_How to complete this task_:
Each line below that contains the word "change" must be copied.
Source data START
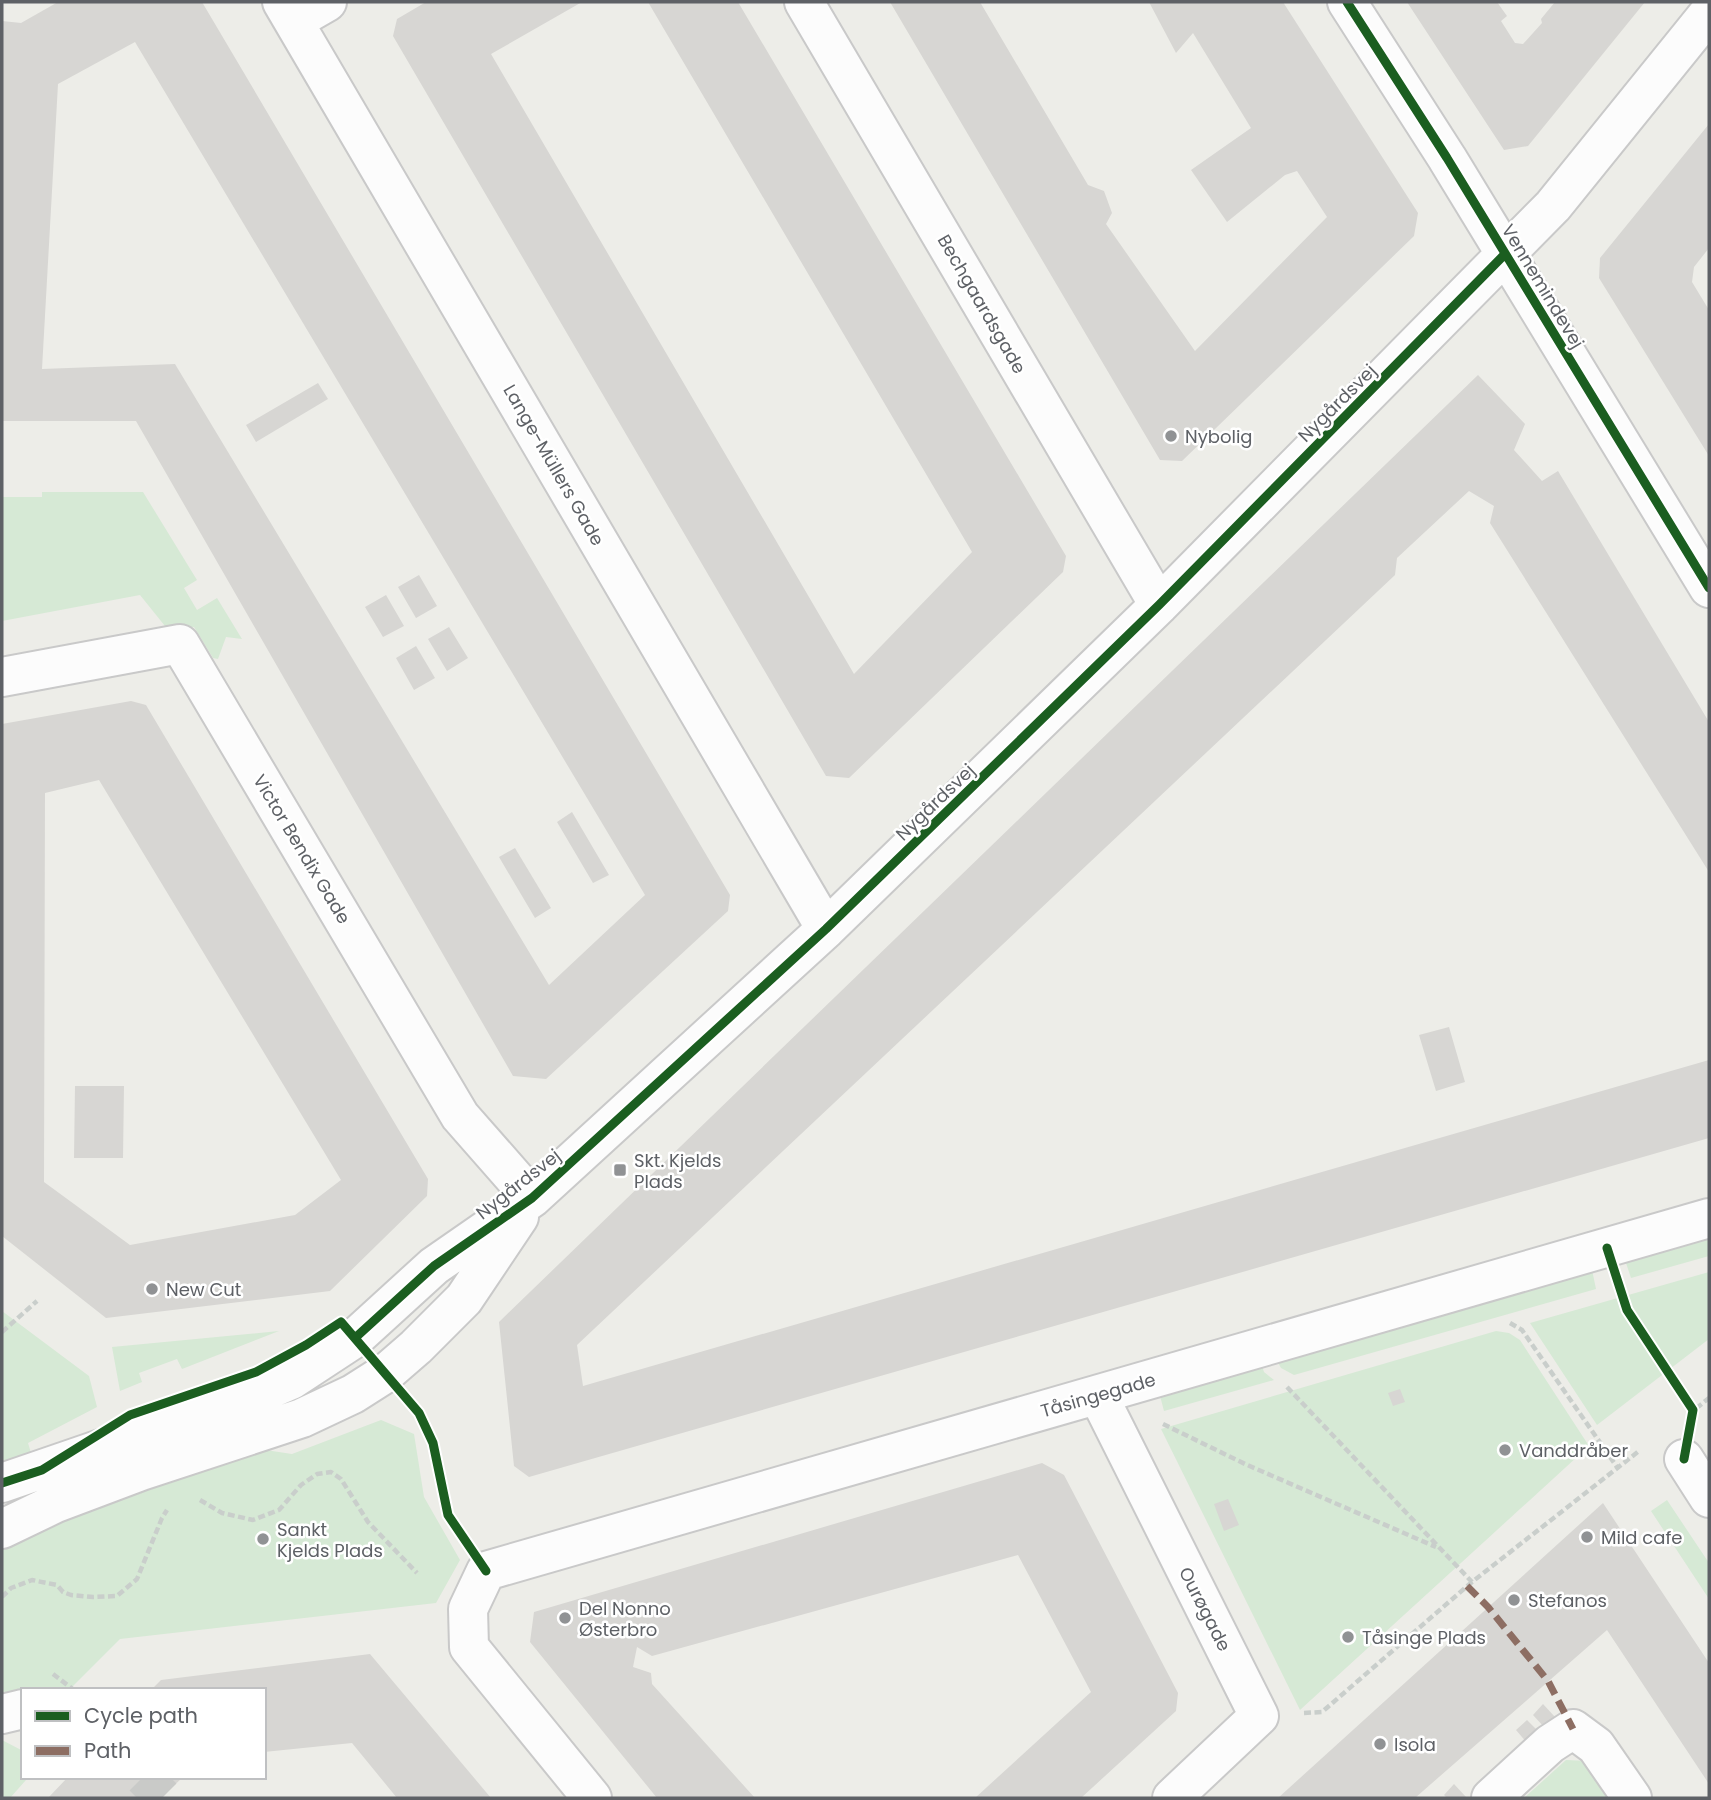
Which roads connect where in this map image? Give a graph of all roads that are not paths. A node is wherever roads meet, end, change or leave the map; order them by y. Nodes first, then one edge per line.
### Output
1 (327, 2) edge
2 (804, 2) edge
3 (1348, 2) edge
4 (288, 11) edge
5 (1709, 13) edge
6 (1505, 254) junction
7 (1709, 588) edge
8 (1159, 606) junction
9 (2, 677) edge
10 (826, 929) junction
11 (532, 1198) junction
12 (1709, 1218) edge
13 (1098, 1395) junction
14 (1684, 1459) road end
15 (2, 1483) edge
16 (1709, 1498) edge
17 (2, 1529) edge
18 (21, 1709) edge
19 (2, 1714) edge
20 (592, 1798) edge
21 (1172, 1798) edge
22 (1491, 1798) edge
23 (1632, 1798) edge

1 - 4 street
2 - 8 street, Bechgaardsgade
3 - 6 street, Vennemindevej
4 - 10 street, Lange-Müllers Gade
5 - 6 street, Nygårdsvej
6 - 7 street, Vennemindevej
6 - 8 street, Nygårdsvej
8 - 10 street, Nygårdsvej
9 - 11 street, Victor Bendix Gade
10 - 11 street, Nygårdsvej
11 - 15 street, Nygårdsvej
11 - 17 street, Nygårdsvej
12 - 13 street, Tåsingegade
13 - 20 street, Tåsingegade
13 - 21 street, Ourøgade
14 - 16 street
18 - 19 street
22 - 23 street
Source data END
Source data START
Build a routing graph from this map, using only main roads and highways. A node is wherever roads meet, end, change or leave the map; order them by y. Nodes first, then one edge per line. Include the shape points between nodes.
Source data END
_Task solution_:
Which roads connect where in this map image? Give a graph of all roads that are not paths. A node is wherever roads meet, end, change or leave the map; order them by y. Nodes first, then one edge per line.
Build a routing graph from this map, using only main roads and highways. A node is wherever roads meet, end, change or leave the map; order them by y. Nodes first, then one edge per line. Include the shape points between nodes.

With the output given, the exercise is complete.